Et si la liberté consistait à posséder le temps ?
Et si la richesse revenait à disposer de solitude, d'espace et de silence – toutes choses dont manqueront les générations futures ?
Tant qu’il y aura des cabanes au fond des bois, rien ne sera tout à fait perdu."



Commentaires

Tant de commentaires opposés sur ce livre ! Le moins qu'on puisse dire est qu'il ne laisse pas indifférent et fait réagir la plupart de ses anciens lecteurs avec leurs tripes.

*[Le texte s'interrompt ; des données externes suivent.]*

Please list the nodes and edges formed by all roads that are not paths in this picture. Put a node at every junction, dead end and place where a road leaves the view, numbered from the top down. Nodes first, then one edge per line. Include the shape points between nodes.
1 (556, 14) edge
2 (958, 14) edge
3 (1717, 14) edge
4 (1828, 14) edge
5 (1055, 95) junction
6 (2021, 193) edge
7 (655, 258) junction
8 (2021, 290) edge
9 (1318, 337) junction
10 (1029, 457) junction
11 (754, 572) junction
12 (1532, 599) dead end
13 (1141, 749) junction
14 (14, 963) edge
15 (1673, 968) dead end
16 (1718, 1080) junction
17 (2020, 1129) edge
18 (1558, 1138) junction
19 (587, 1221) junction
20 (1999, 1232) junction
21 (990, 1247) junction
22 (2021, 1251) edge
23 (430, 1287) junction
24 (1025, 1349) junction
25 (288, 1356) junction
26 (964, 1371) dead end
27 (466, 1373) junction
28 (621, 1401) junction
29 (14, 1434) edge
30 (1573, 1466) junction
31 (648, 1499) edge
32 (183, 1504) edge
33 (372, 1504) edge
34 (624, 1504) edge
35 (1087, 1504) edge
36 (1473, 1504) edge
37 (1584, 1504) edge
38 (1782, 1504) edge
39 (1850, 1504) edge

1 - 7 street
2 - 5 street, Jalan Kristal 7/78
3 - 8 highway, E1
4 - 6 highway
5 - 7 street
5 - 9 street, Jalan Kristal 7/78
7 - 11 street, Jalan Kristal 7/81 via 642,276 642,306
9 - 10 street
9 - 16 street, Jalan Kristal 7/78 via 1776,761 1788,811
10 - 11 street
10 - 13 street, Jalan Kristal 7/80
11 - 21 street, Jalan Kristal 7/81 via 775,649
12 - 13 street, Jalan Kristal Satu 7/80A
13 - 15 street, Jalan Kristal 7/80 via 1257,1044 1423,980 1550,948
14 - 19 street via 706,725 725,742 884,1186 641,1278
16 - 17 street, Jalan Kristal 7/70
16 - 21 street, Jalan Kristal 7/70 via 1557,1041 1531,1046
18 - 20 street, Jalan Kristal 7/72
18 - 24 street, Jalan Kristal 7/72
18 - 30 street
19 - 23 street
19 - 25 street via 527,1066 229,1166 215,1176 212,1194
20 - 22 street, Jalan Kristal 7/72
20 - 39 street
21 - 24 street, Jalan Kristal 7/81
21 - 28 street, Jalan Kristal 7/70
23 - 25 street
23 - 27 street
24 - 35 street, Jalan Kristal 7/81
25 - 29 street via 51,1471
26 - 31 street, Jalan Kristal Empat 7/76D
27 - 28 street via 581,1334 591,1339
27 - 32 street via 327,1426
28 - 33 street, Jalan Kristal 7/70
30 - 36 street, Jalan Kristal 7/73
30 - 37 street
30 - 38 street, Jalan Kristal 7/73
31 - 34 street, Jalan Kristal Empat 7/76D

Sans tomber dans la psychologie de comptoir, c'est sans doute qu'il remue des choses profondes, voire profondément enfouies ? Le fait est qu'on retrouvera tous une aspiration, à un moment ou un autre de notre existence, de nous retirer du monde. Pour certains, ça se passe au camping de Palavas les flots en plein mois d'août, avec des bières et des sudokus, pour d'autres, ça se passe réellement dans un désert (avec de la vodka ou une pile de chefs d'oeuvre littéraires). Bien qu'ils n'aient pas la même intensité, l'un de ces scenarii n'est évidemment pas supérieur à l'autre. Mais le fait est qu'on attend plus de celui qui a eu le courage de pousser l'expérience jusqu'à son terme. Et on fait bien ! Car pour moi, il se donne le Tesson. Il se donne à une solitude telle qu'elle ne peut que déboucher sur la contemplation. Quelles âmes sensibles se choquent-elles du fait qu'il accompagne parfois celle-ci de Vodka ? Lui reproche-t-on aussi de fumer des cigares ? de caresser ses chiens ? de pisser dans la neige ? Ce type est un jouisseur profond, qui se connait bien comme tel mais souhaitais le vérifier. Et non seulement il confirme une sensibilité à fleur de peau transformant la moindre évolution infinitésimale dans la répétition désertique du même, mais il parvient à la retranscrire, à en partager la force et la beauté. Il s'efforce de transmettre à son lecteur ce regard sur le monde que nous avons perdu et auquel seule la radicalité d'un comportement flirtant avec le masochisme peut permettre d'accéder. Que ceux qui n'ont su s'y transporter et apprécier les variations les plus infimes, savourer à ses côté les joies les plus profondes parce que paradoxalement soit les plus animales soit les plus intellectuelles, que ceux-ci donc se rassurent : l'auteur les conchie, et le lecteur a minima les ignore aussi. Qu'ils passent à côté du message est leur problème. Que les plus grands auteurs et philosophes convoqués avec tant d'à propos par Tesson illustre bien que ces lecteurs passent à côté de la réalité. On peut trouver Tesson bobo auto-suffisant et démagogue ? C'est alors qu'on lui donnerait raison encore plus : de s'isoler des gens qui ne comprennent ni respectent une démarche de retrait du monde, et une posture cynique que n'auraient pas renié quelques stylites en leur temps, ou a minima le fascinant Diogène.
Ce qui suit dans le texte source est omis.